The most common things I see are "Korean War Grouping" or "Korean War Uniform" for sale. Most of the time, these consist of several uniforms and accompanying items all from the 1950s. However, more often than not, they have nothing to do with Korea.

The US didn’t send all its forces to Korea, therefore only a small amount of the 1950s uniforms have anything to do with the conflict. For example, see the insignia list pictured below. If the unit insignia isn’t on this list, it isn’t Korean War related.

The soldier who wore the uniform could still have served in Korea during the war, the jacket itself may even have the correct medal ribbons for Korea. However, if the left sleeve patch isn't found on the list below, then the uniform is no longer a "Korean War Uniform" in many respects. It's also possible the patches could have been replaced, so it's entirely likely that the jacket did at one time have the appropriate patch, but it has since been changed to fit the soldier's current unit. To help determine this, check the sleeve from the inside to see if original stitching lines remain.

I also see some confusion around the difference in patches from left to right shoulder. It's really quite simple, the left shoulder patch is the soldier's current unit they are serving in, while the right shoulder patch (often referred to as a combat patch) is worn to denote previous service in a combat unit. Often, if the person served previously in Korea but is now serving in a different unit, his right shoulder will have his Korea unit patch. Soldier's who served in several different combat units are allowed to choose which right shoulder patch to wear, so if he also served in WW2, this can be a long list!

Another note in regards to shoulder sleeve insignia is the huge variation of manufacture. With the exception of merrowed edge patterns, which we cover later on in the article, these are all appropriate to the period. The most famous and sought after are the gold bullion and quilted patterns, often made by locals in Japan by hand. The variations are endless and anything outside the standard issue type patch should be looked at on a case by case basis. I have included a variety of them here. 

The insignia list below is a great starting point for determining if a uniform is authentically Korean War related. Scroll down to find more information about identifying and authenticating each insignia.

(Note: If you have any uniforms that have mounted insignia for the ones below which are unmounted or missing I would very much love to get photos for this article) 

Specialist Patches

Specialist patches are commonly found on ike jackets and even I have been caught with one before I learned. These patches came out in 1955-1956. The early ones were blue and the 1956 version were green.  Neither are Korean War related.

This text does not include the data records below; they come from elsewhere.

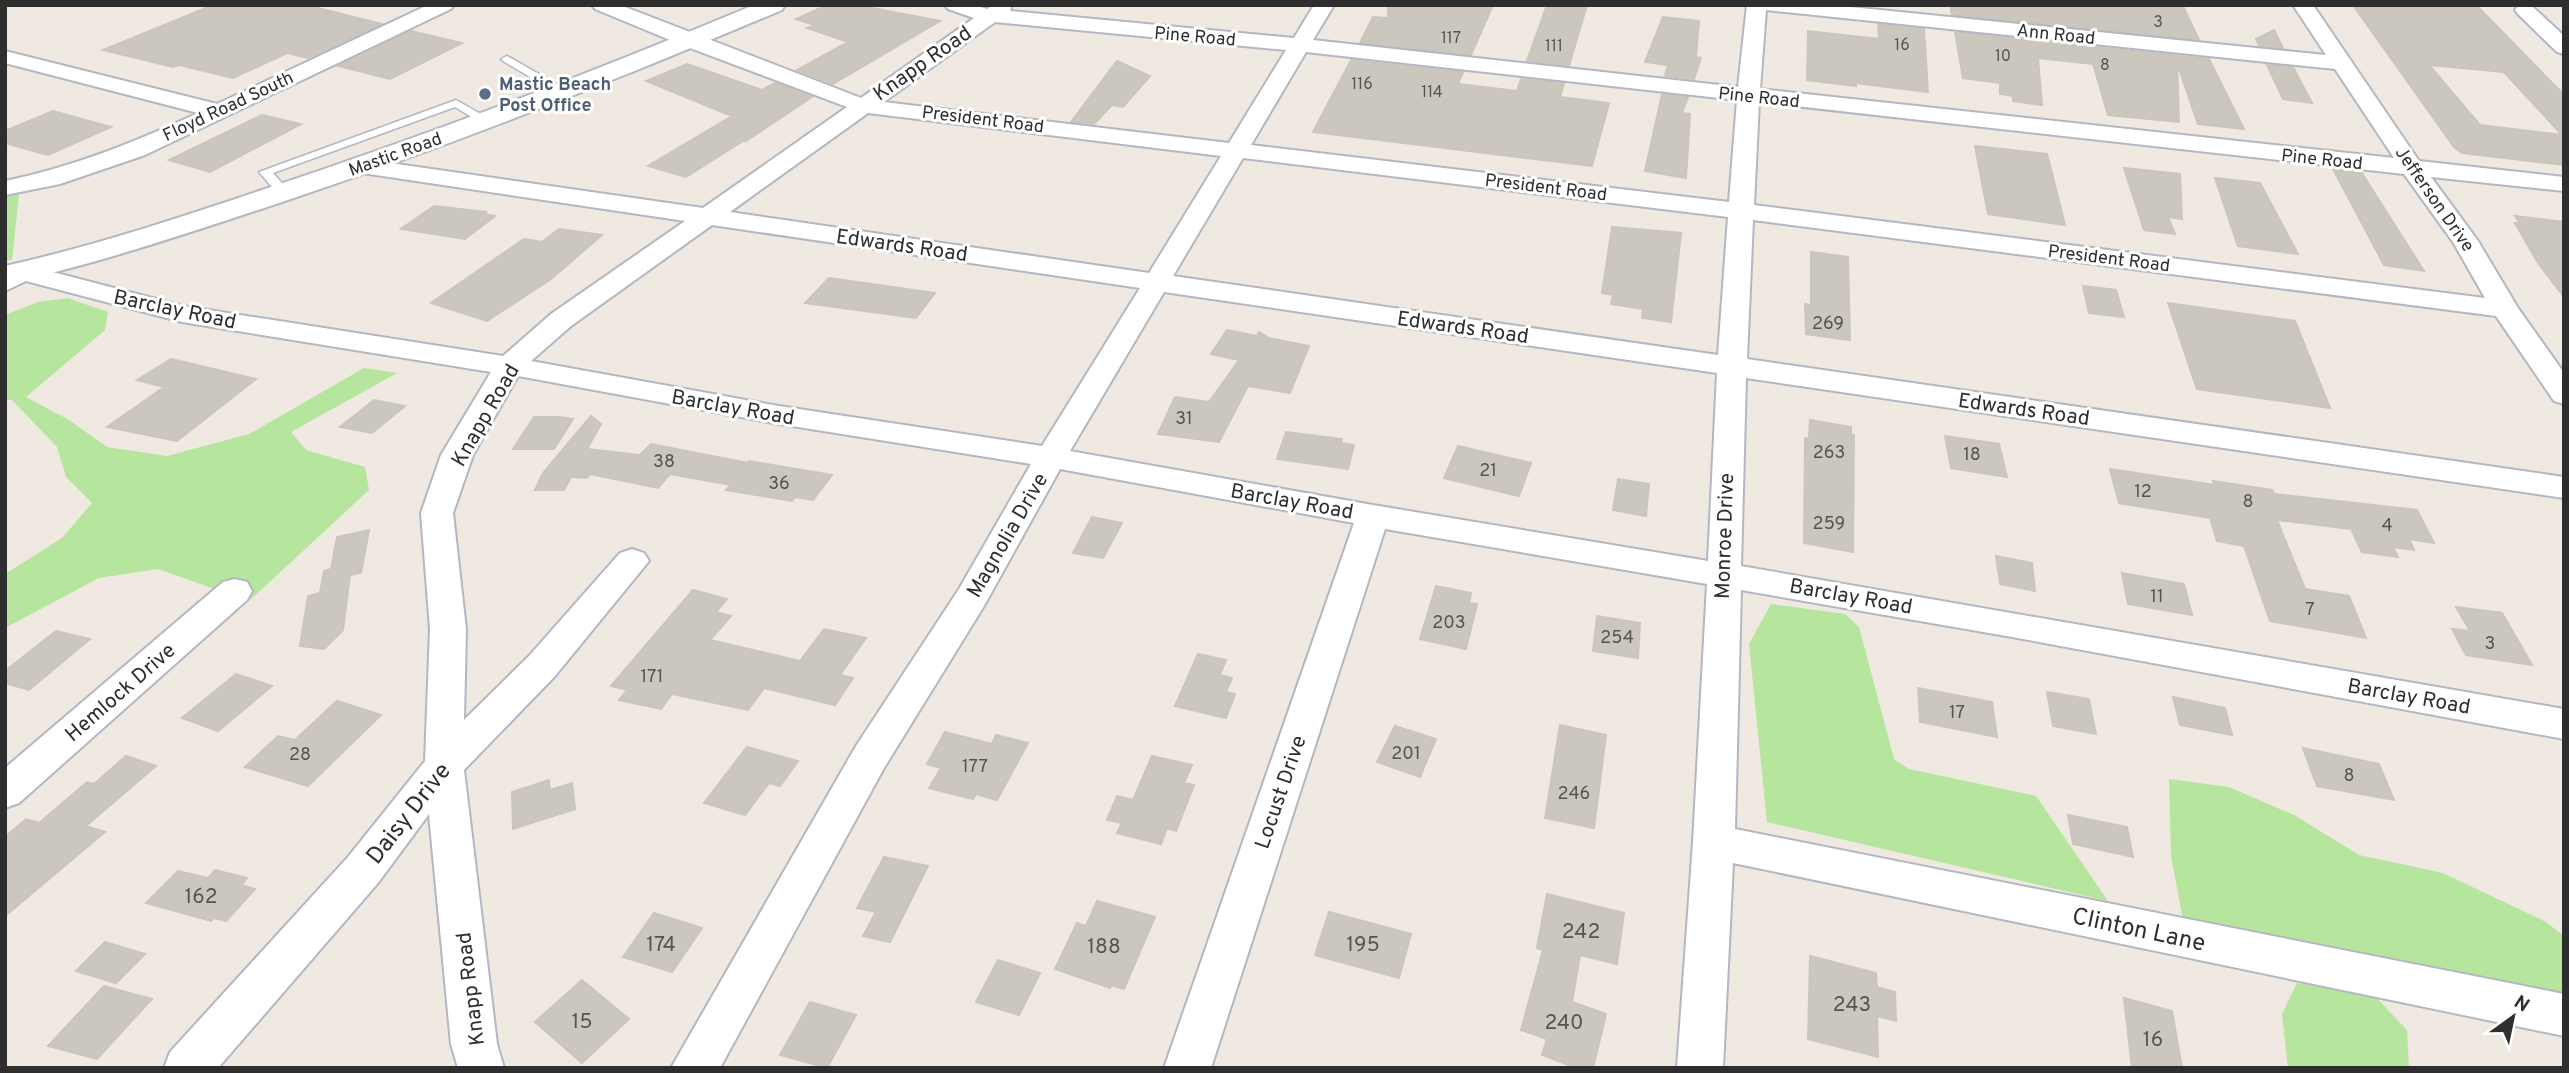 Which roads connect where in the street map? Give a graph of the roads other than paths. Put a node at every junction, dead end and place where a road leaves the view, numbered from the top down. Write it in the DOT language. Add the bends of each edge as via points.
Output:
graph roads {
  1 [pos="603,5"];
  2 [pos="774,5"];
  3 [pos="955,5"];
  4 [pos="1324,5"];
  5 [pos="1757,5"];
  6 [pos="1770,5"];
  7 [pos="439,6"];
  8 [pos="2302,6"];
  9 [pos="2525,10"];
  10 [pos="997,11"];
  11 [pos="689,41"];
  12 [pos="1298,45"];
  13 [pos="2564,48"];
  14 [pos="5,57"];
  15 [pos="507,59"];
  16 [pos="2343,63"];
  17 [pos="564,92"];
  18 [pos="1748,96"];
  19 [pos="863,106"];
  20 [pos="218,111"];
  21 [pos="487,121"];
  22 [pos="1238,149"];
  23 [pos="362,166"];
  24 [pos="2413,169"];
  25 [pos="2564,184"];
  26 [pos="5,188"];
  27 [pos="284,192"];
  28 [pos="1742,211"];
  29 [pos="708,217"];
  30 [pos="11,277"];
  31 [pos="1158,282"];
  32 [pos="2505,309"];
  33 [pos="509,366"];
  34 [pos="1732,366"];
  35 [pos="2564,395"];
  36 [pos="1051,457"];
  37 [pos="2564,488"];
  38 [pos="1373,516"];
  39 [pos="632,561"];
  40 [pos="1722,573"];
  41 [pos="235,591"];
  42 [pos="2564,724"];
  43 [pos="444,765"];
  44 [pos="5,792"];
  45 [pos="1714,842"];
  46 [pos="2564,1015"];
  47 [pos="187,1068"];
  48 [pos="481,1068"];
  49 [pos="694,1068"];
  50 [pos="1187,1068"];
  51 [pos="1700,1068"];
  1 -- 11 [label="street, President Road"];
  2 -- 11 [label="main road, Mastic Road"];
  3 -- 10 [label="street, Pine Road"];
  4 -- 12 [label="street, Magnolia Drive"];
  5 -- 18 [label="street, Monroe Drive"];
  6 -- 16 [label="street, Ann Road"];
  7 -- 20 [label="street, Floyd Road South"];
  8 -- 16 [label="street, Jefferson Drive"];
  9 -- 13 [label="street"];
  10 -- 12 [label="street, Pine Road" via="1147,32"];
  10 -- 19 [label="street, Knapp Road"];
  11 -- 17 [label="main road, Mastic Road"];
  11 -- 19 [label="street, President Road"];
  12 -- 18 [label="street, Pine Road"];
  12 -- 22 [label="street, Magnolia Drive"];
  14 -- 20 [label="street"];
  15 -- 17 [label="lane"];
  16 -- 24 [label="street, Jefferson Drive"];
  17 -- 21 [label="main road, Mastic Road"];
  18 -- 24 [label="street, Pine Road"];
  18 -- 28 [label="street, Monroe Drive"];
  19 -- 22 [label="street, President Road"];
  19 -- 29 [label="street, Knapp Road"];
  20 -- 26 [label="street, Floyd Road South" via="97,165"];
  21 -- 23 [label="main road, Mastic Road"];
  21 -- 27 [label="lane" via="456,103 265,172"];
  22 -- 28 [label="street, President Road"];
  22 -- 31 [label="street, Magnolia Drive"];
  23 -- 27 [label="main road, Mastic Road"];
  23 -- 29 [label="street, Edwards Road"];
  24 -- 25 [label="street, Pine Road"];
  24 -- 32 [label="street, Jefferson Drive" via="2465,241"];
  27 -- 30 [label="main road, Mastic Road"];
  28 -- 32 [label="street, President Road"];
  28 -- 34 [label="street, Monroe Drive"];
  29 -- 31 [label="street, Edwards Road"];
  29 -- 33 [label="street, Knapp Road" via="561,320"];
  30 -- 33 [label="street, Barclay Road" via="182,314"];
  31 -- 34 [label="street, Edwards Road"];
  31 -- 36 [label="street, Magnolia Drive"];
  32 -- 35 [label="street, Jefferson Drive"];
  33 -- 36 [label="street, Barclay Road" via="779,415"];
  33 -- 43 [label="street, Knapp Road" via="457,455 437,513 447,629"];
  34 -- 37 [label="street, Edwards Road"];
  34 -- 40 [label="street, Monroe Drive"];
  36 -- 38 [label="street, Barclay Road"];
  36 -- 49 [label="street, Magnolia Drive" via="972,597 870,757"];
  38 -- 40 [label="street, Barclay Road"];
  38 -- 50 [label="street, Locust Drive"];
  39 -- 43 [label="street, Daisy Drive" via="542,666"];
  40 -- 42 [label="street, Barclay Road"];
  40 -- 45 [label="street, Monroe Drive"];
  41 -- 44 [label="street, Hemlock Drive"];
  43 -- 47 [label="street, Daisy Drive" via="363,870"];
  43 -- 48 [label="street, Knapp Road" via="474,1044"];
  45 -- 46 [label="street, Clinton Lane"];
  45 -- 51 [label="street, Monroe Drive"];
}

They often appear below the standard SSI patch on both sleeves. The part that can make it difficult to authenticate is, the jacket may be 100% correct for Korea, left sleeve Korean War unit SSI, correct ribbons and awards, and even perhaps Regimental DUIs. However, as soon as you see those SPC patches, you know that it was worn post 1955, which means it ceases to be a Korean War uniform. 

(Note: the patch pictured is a custom buillion example that follows the same pattern as the standard issue ones)



Gold on Green Chevrons

These insignia were developed alongside the SPC chevrons and came out in 1956, designed for the new  1957 Class A green jackets we all recognize from Vietnam. They seem to be much less commonly found on ike jackets, and I would speculate it's because they were more of a cosmetic thing, as opposed to a new rank system like the SPC patches. 

Due to supply and manufacturing, there is a crossover period where these can be found on ike jackets used in the Korean War. Unfortunately, as soon as you see this, it puts the jacket in the post 1956 time frame and it ceases to be Korean War related. 



Merrowed Edge Patches

One of the more hard to notice things that can appear on ike jackets and especially field uniforms is the merrowed edge patch. These were introduced in 1968, over 10 years after the adoption of the Class A green uniforms.

The major difference between these and the older patches is the raised border around the edge of the patch, which takes on a thick, almost tubular shape. This is a fairly good indication that the jacket has been put together by someone after the fact. There are some rare German made examples from the end of WW2 that have merrowed edges, but these are few and far between and can often be distinguished by their construction.

Double Collar Discs

A good indicator of Korean War era uniforms is double collar disc insignia, the wearing of double collar discs on ike jackets. The insignia consists of two US and two branch of service discs. The wearing of double collar discs was adopted in 1948, and started fading out towards the end of 1951. This gives you a really narrow window and easily puts them right in the heart of the Korean war.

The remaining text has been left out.